▶ _WORK REQUEST_: Would you retype the whole listing verbatim, keeping pictures out of it?

▶ _EXTRACTED INFORMATION_:

::::

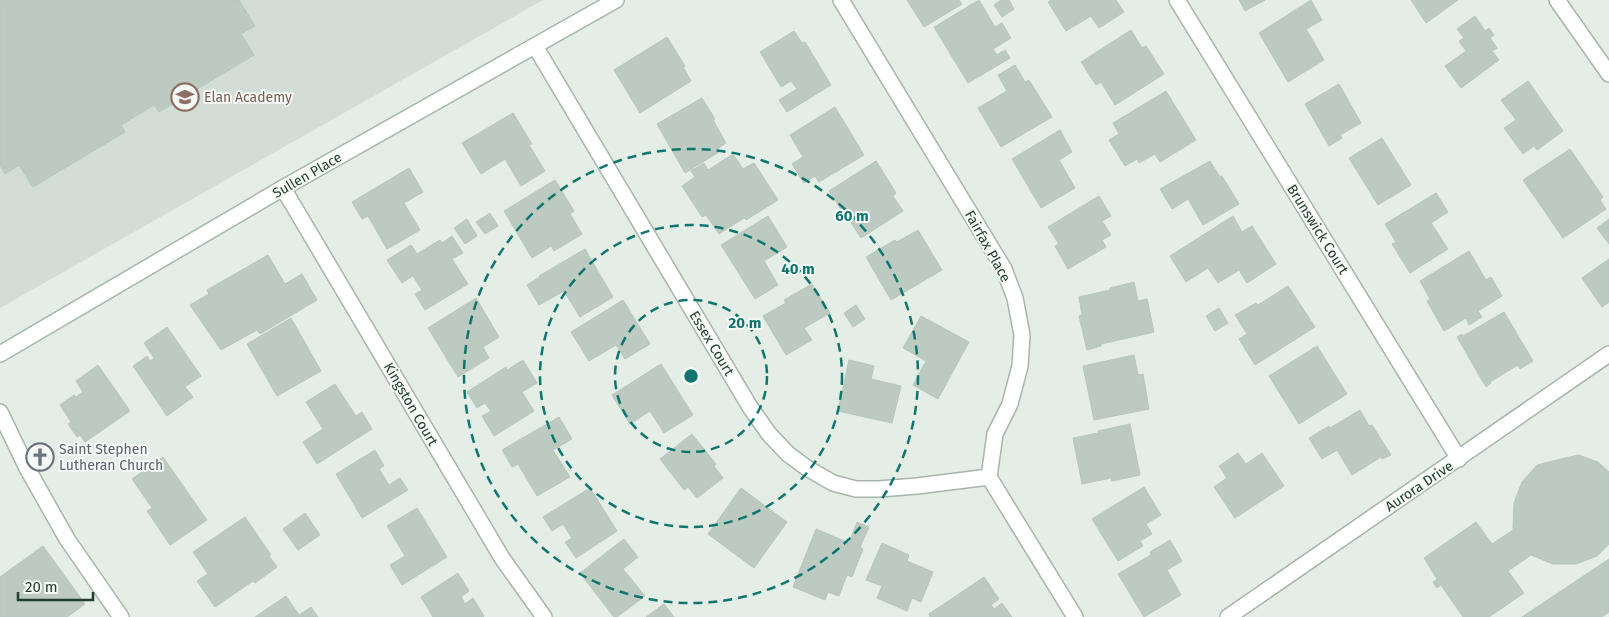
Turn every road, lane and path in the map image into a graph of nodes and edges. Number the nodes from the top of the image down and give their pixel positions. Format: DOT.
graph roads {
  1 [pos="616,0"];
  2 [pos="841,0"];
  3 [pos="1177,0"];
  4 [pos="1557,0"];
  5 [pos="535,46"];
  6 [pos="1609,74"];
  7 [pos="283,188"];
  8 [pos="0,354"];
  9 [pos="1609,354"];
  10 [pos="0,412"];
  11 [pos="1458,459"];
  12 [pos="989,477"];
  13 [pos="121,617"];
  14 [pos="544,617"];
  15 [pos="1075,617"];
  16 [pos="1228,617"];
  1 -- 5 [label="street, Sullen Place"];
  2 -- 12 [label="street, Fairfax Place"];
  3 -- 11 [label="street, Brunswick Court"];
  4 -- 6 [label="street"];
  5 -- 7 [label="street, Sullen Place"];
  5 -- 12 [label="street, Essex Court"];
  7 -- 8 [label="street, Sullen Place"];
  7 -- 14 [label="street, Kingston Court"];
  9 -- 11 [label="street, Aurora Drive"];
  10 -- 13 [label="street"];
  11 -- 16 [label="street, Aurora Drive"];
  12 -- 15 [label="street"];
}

::::

▶ _EXERCISE OUTPUT_:
Turn every road, lane and path in the map image into a graph of nodes and edges. Number the nodes from the top of the image down and give their pixel positions. Format: DOT.
graph roads {
  1 [pos="616,0"];
  2 [pos="841,0"];
  3 [pos="1177,0"];
  4 [pos="1557,0"];
  5 [pos="535,46"];
  6 [pos="1609,74"];
  7 [pos="283,188"];
  8 [pos="0,354"];
  9 [pos="1609,354"];
  10 [pos="0,412"];
  11 [pos="1458,459"];
  12 [pos="989,477"];
  13 [pos="121,617"];
  14 [pos="544,617"];
  15 [pos="1075,617"];
  16 [pos="1228,617"];
  1 -- 5 [label="street, Sullen Place"];
  2 -- 12 [label="street, Fairfax Place"];
  3 -- 11 [label="street, Brunswick Court"];
  4 -- 6 [label="street"];
  5 -- 7 [label="street, Sullen Place"];
  5 -- 12 [label="street, Essex Court"];
  7 -- 8 [label="street, Sullen Place"];
  7 -- 14 [label="street, Kingston Court"];
  9 -- 11 [label="street, Aurora Drive"];
  10 -- 13 [label="street"];
  11 -- 16 [label="street, Aurora Drive"];
  12 -- 15 [label="street"];
}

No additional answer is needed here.